We also analyzed a subgroup of patients presenting with blurred T2EL delineation prior to embolization that was associated with persistent aneurysm sac expansion after embolization. This subgroup had a significantly higher risk for late surgical conversion compared with other included patients without these two imaging characteristics (P = 0.022). Potentially, patients in this specific subgroup might be selected as good candidates for early conversion to surgery if no response to embolization therapy is identified on the first follow-up CT scan.

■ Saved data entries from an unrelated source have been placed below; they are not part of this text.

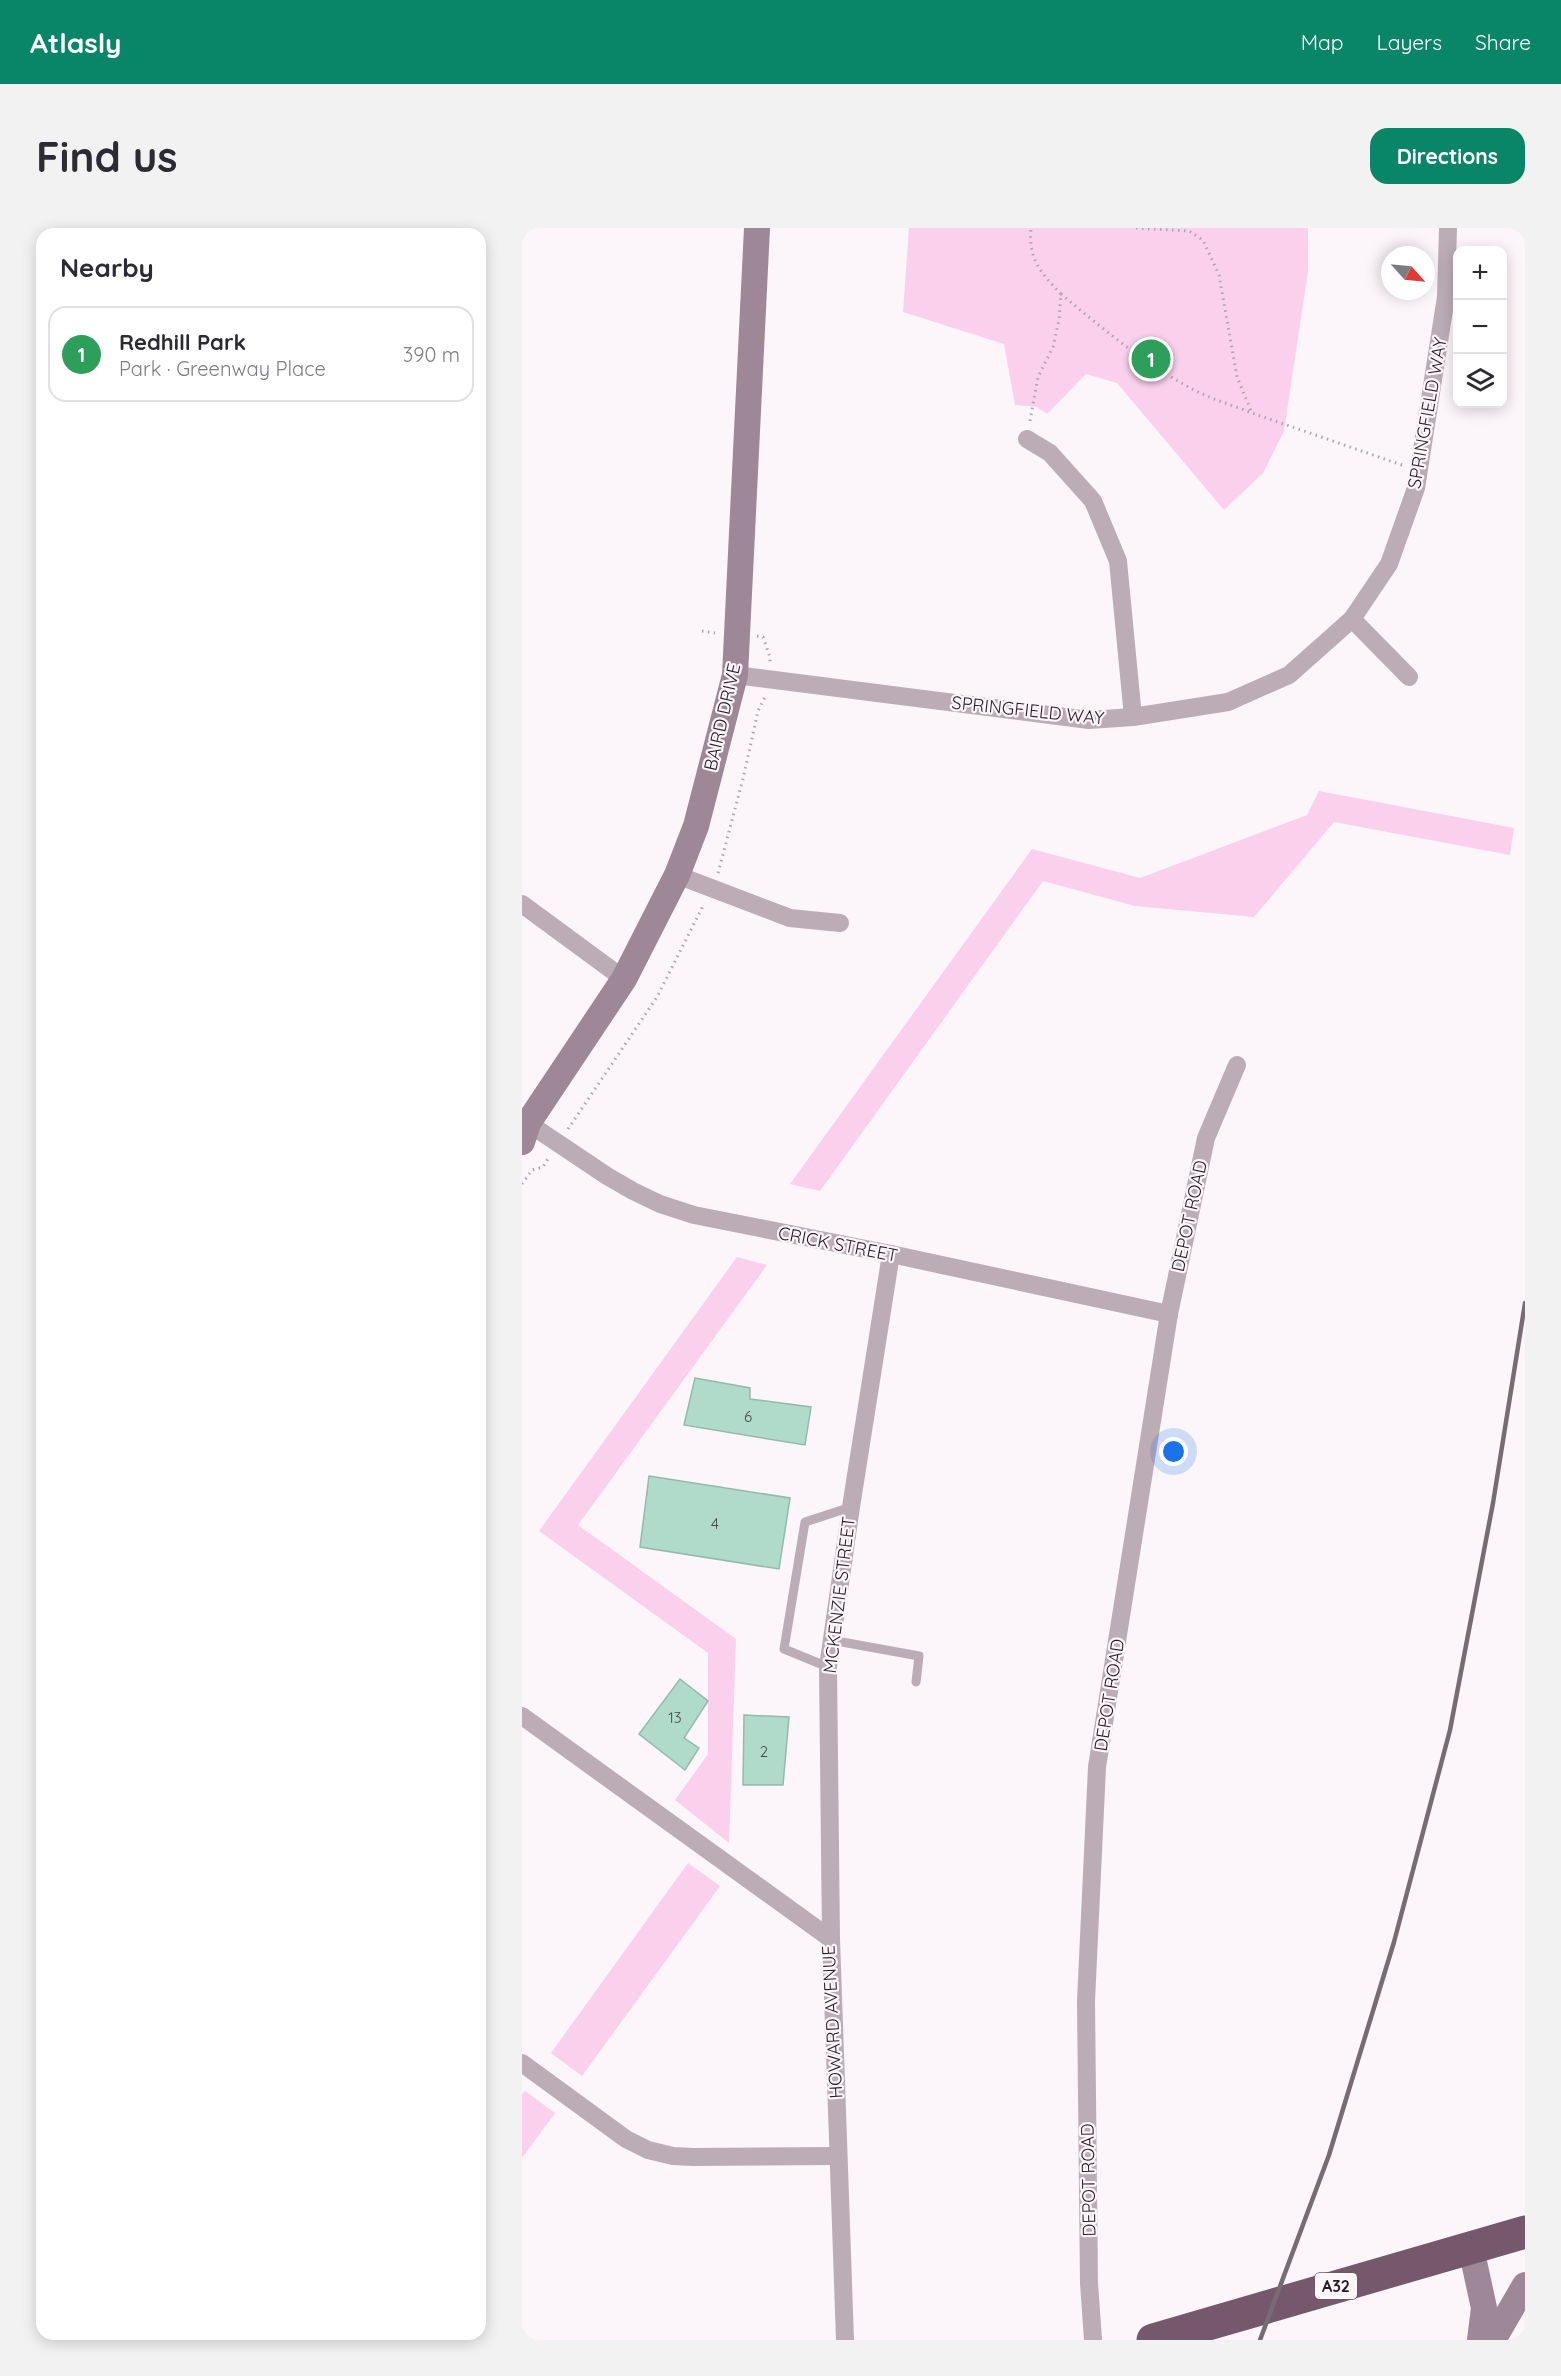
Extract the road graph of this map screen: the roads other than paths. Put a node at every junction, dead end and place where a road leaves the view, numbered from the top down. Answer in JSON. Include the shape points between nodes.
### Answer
{"nodes":[{"id":1,"x":757,"y":228,"type":"edge"},
{"id":2,"x":1448,"y":228,"type":"edge"},
{"id":3,"x":1027,"y":439,"type":"road end"},
{"id":4,"x":1352,"y":619,"type":"junction"},
{"id":5,"x":735,"y":675,"type":"junction"},
{"id":6,"x":1409,"y":677,"type":"dead end"},
{"id":7,"x":1133,"y":717,"type":"junction"},
{"id":8,"x":677,"y":875,"type":"junction"},
{"id":9,"x":522,"y":904,"type":"edge"},
{"id":10,"x":840,"y":923,"type":"dead end"},
{"id":11,"x":624,"y":979,"type":"junction"},
{"id":12,"x":1237,"y":1065,"type":"dead end"},
{"id":13,"x":524,"y":1130,"type":"edge"},
{"id":14,"x":891,"y":1254,"type":"junction"},
{"id":15,"x":1169,"y":1314,"type":"junction"},
{"id":16,"x":851,"y":1507,"type":"junction"},
{"id":17,"x":831,"y":1640,"type":"junction"},
{"id":18,"x":828,"y":1667,"type":"junction"},
{"id":19,"x":916,"y":1682,"type":"dead end"},
{"id":20,"x":522,"y":1716,"type":"edge"},
{"id":21,"x":831,"y":1939,"type":"junction"},
{"id":22,"x":522,"y":2063,"type":"edge"},
{"id":23,"x":837,"y":2156,"type":"junction"},
{"id":24,"x":1525,"y":2232,"type":"edge"},
{"id":25,"x":1471,"y":2248,"type":"junction"},
{"id":26,"x":1525,"y":2285,"type":"edge"},
{"id":27,"x":845,"y":2340,"type":"edge"},
{"id":28,"x":1093,"y":2340,"type":"edge"},
{"id":29,"x":1153,"y":2340,"type":"edge"},
{"id":30,"x":1480,"y":2340,"type":"edge"},
{"id":31,"x":1493,"y":2340,"type":"edge"}],
"edges":[{"from":1,"to":5,"type":"street","name":"BAIRD DRIVE"},
{"from":2,"to":4,"type":"street","name":"SPRINGFIELD WAY","via":[[1446,297],[1416,488],[1389,564]]},
{"from":3,"to":7,"type":"street","via":[[1050,453],[1094,501],[1118,561]]},
{"from":4,"to":6,"type":"street"},
{"from":4,"to":7,"type":"street","name":"SPRINGFIELD WAY","via":[[1289,675],[1228,702]]},
{"from":5,"to":7,"type":"street","name":"SPRINGFIELD WAY","via":[[1089,720]]},
{"from":5,"to":8,"type":"street","name":"BAIRD DRIVE","via":[[696,826]]},
{"from":8,"to":10,"type":"street","via":[[790,918]]},
{"from":8,"to":11,"type":"street","name":"BAIRD DRIVE"},
{"from":9,"to":11,"type":"street"},
{"from":11,"to":13,"type":"street","name":"BAIRD DRIVE"},
{"from":12,"to":15,"type":"street","name":"DEPOT ROAD","via":[[1206,1138]]},
{"from":13,"to":14,"type":"street","name":"CRICK STREET","via":[[660,1204],[694,1215]]},
{"from":14,"to":15,"type":"street","name":"CRICK STREET"},
{"from":14,"to":16,"type":"street","name":"MCKENZIE STREET"},
{"from":15,"to":28,"type":"street","name":"DEPOT ROAD","via":[[1097,1767],[1086,2001]]},
{"from":16,"to":17,"type":"street","name":"MCKENZIE STREET"},
{"from":16,"to":18,"type":"lane","via":[[805,1522],[784,1649]]},
{"from":17,"to":18,"type":"street","name":"MCKENZIE STREET"},
{"from":17,"to":19,"type":"lane","via":[[919,1656]]},
{"from":18,"to":21,"type":"street","name":"MCKENZIE STREET"},
{"from":20,"to":21,"type":"street","name":"HOWARD AVENUE"},
{"from":21,"to":23,"type":"street","name":"HOWARD AVENUE"},
{"from":22,"to":23,"type":"street","via":[[626,2139],[648,2150],[693,2157]]},
{"from":23,"to":27,"type":"street","name":"HOWARD AVENUE"},
{"from":24,"to":25,"type":"highway","number":"A32"},
{"from":25,"to":29,"type":"highway","number":"A32"},
{"from":25,"to":30,"type":"street","via":[[1484,2308]]},
{"from":26,"to":31,"type":"street"}]}
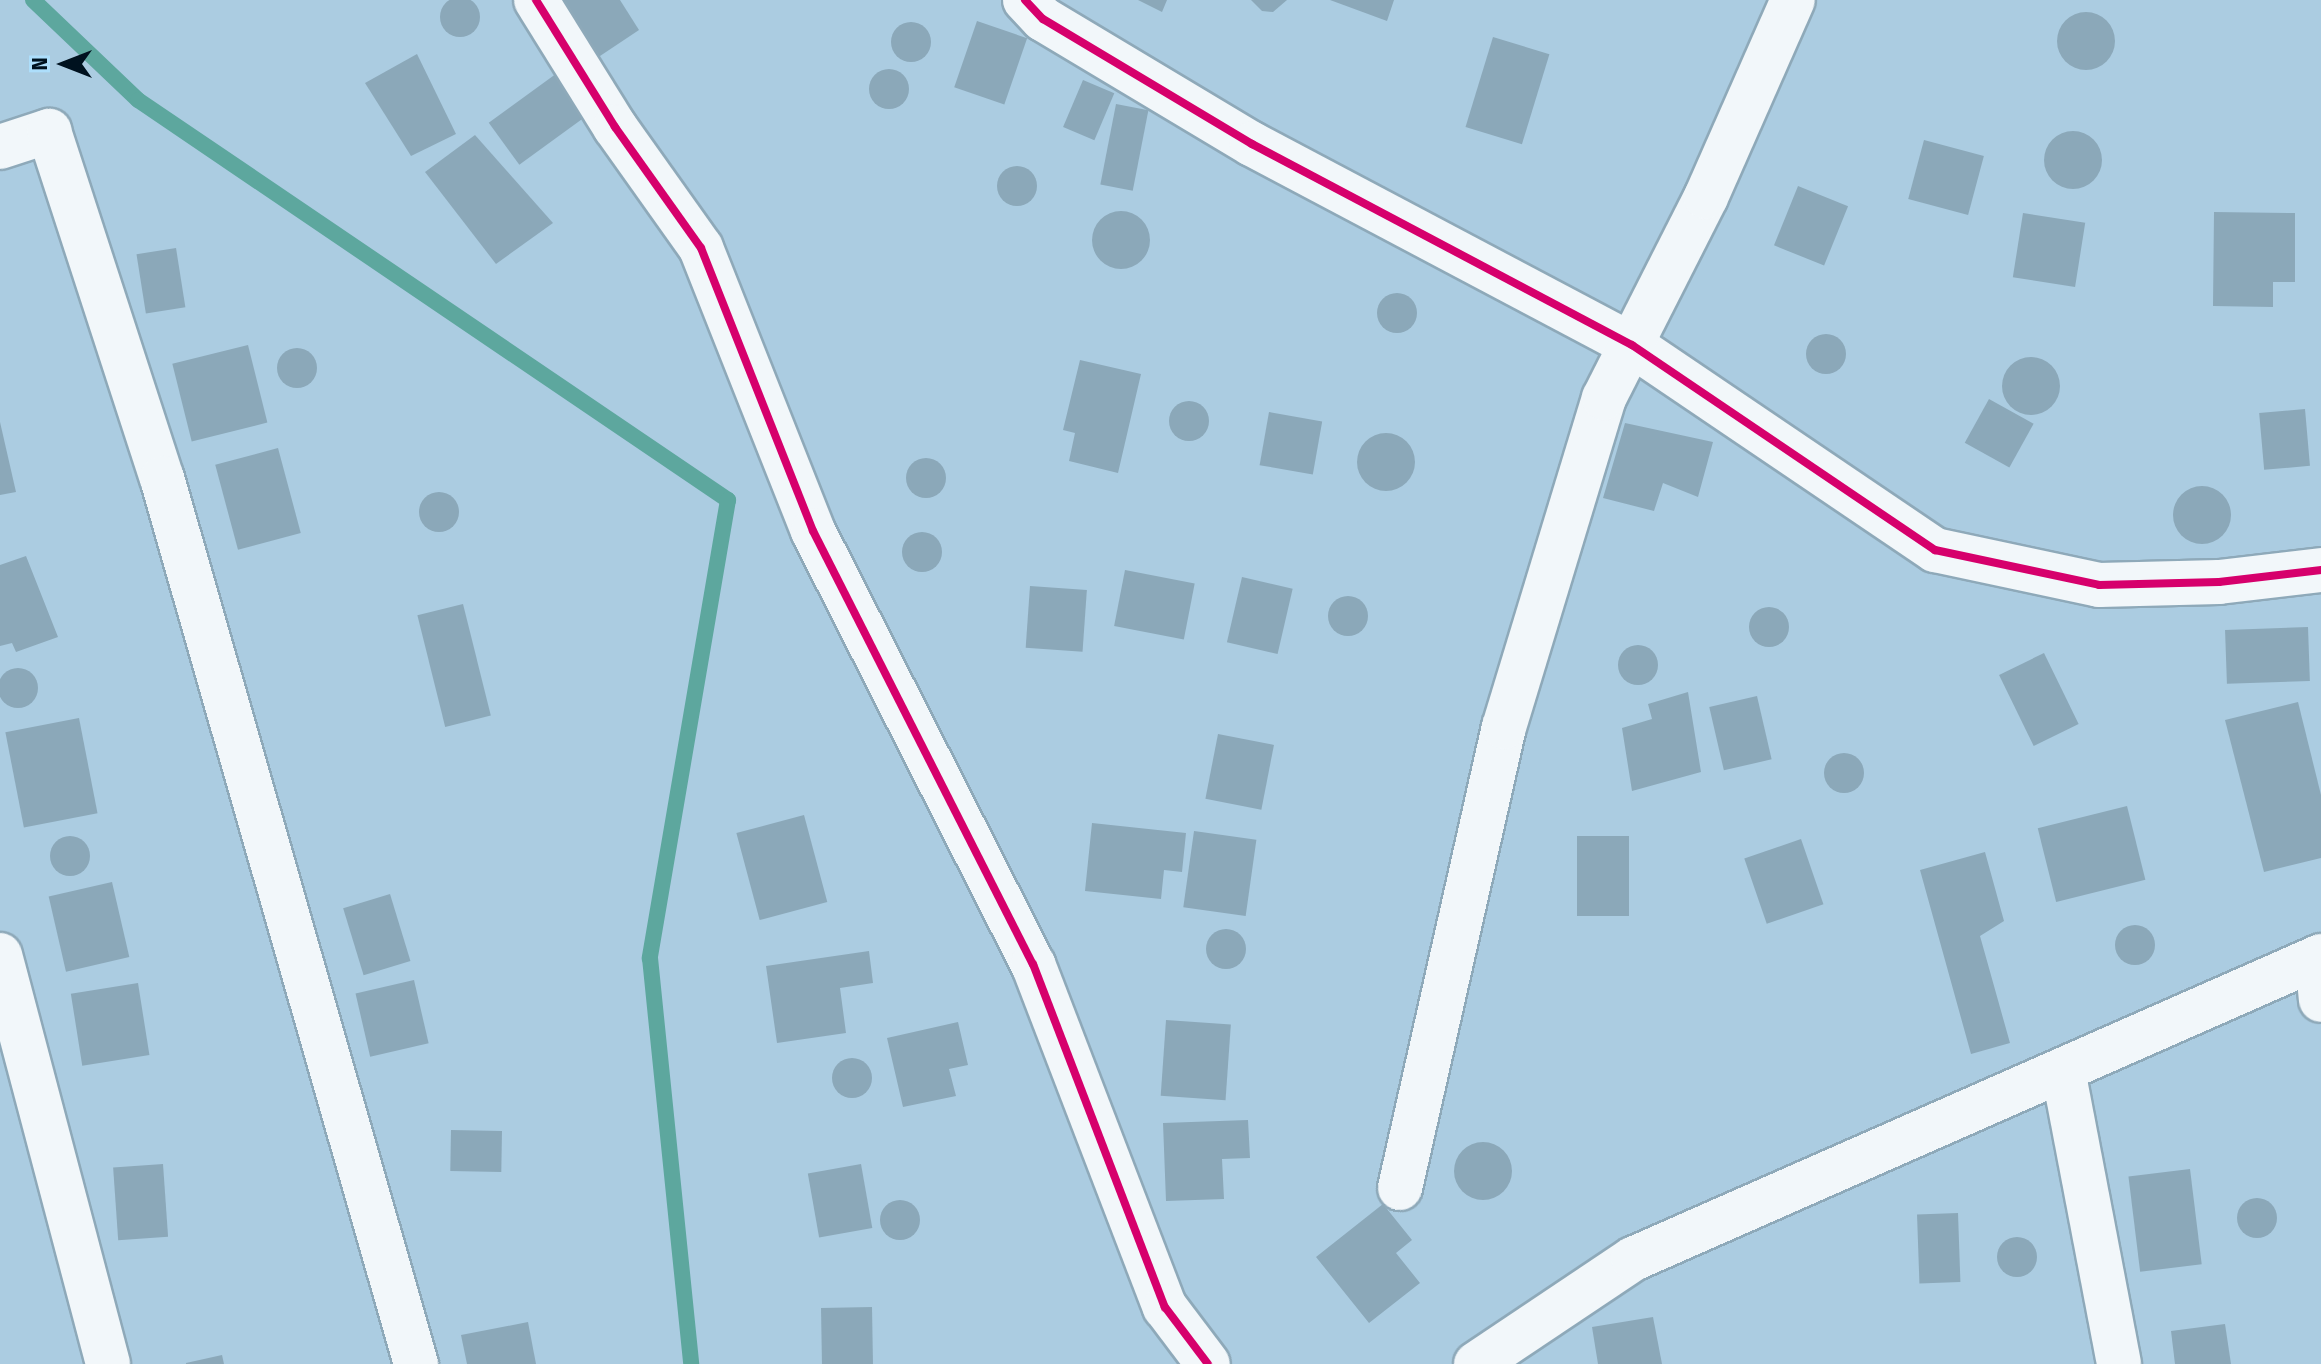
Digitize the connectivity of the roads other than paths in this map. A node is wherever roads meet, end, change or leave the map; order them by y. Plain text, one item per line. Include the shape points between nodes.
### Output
1 (536, 0) edge
2 (1025, 0) edge
3 (1793, 0) edge
4 (0, 147) edge
5 (1632, 345) junction
6 (2321, 570) edge
7 (0, 955) edge
8 (2320, 971) edge
9 (2063, 1070) junction
10 (1400, 1188) dead end
11 (108, 1364) edge
12 (416, 1364) edge
13 (1208, 1364) edge
14 (1476, 1364) edge
15 (2119, 1364) edge

1 - 13 street via 615,127 701,248 813,531 1033,964 1165,1307
2 - 5 street via 1043,19 1252,144
3 - 5 street via 1706,197
4 - 12 street via 49,131 162,478
5 - 6 street via 1935,550 2099,585 2219,582
5 - 10 street via 1604,398 1504,727
7 - 11 street
8 - 9 street
9 - 14 street via 1633,1259
9 - 15 street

Finally, this study also has some limitations. First, this is a retrospective, single-center study with a limited number of included patients treated over a period of more than 10 years. However, the inclusion and exclusion criteria for referral to embolization therapy did not change over that time. Second, several clinical and radiological parameters for better or worse outcomes were analyzed; however, these parameters were based on the authors’ interests, not on predefined lists. Third, the radiological techniques used to access the nidus of the T2EL and the embolics used for endoleak occlusion were at the discretion of the attending interventional radiologist, without any randomization. Fourth, the evaluation of the endoleak’s configuration in sharp or unsharp delineation needs to be proven in future studies and might be dependent on the experience of the reading physicians, as the interobserver agreement for endoleak configuration was rather fair. Lastly, no comparison was made with a control group.

In conclusion, this retrospective study demonstrates a high technical success rate of T2EL embolization, with moderate long-term radiological and clinical outcomes. Blurred delineation of the T2EL is associated with a significantly higher risk of persistent post-embolization T2EL. Although no difference in overall survival was observed between patients with or without persistent AAA sac expansion after T2EL embolization, patients with blurred T2EL delineation prior to embolization, associated with persistent aneurysm sac expansion after embolization, were at a significantly higher risk of requiring late surgical conversion as a definitive treatment for the T2EL and persistent sac expansion.


Conflict of interest disclosure

The authors declared no conflicts of interest.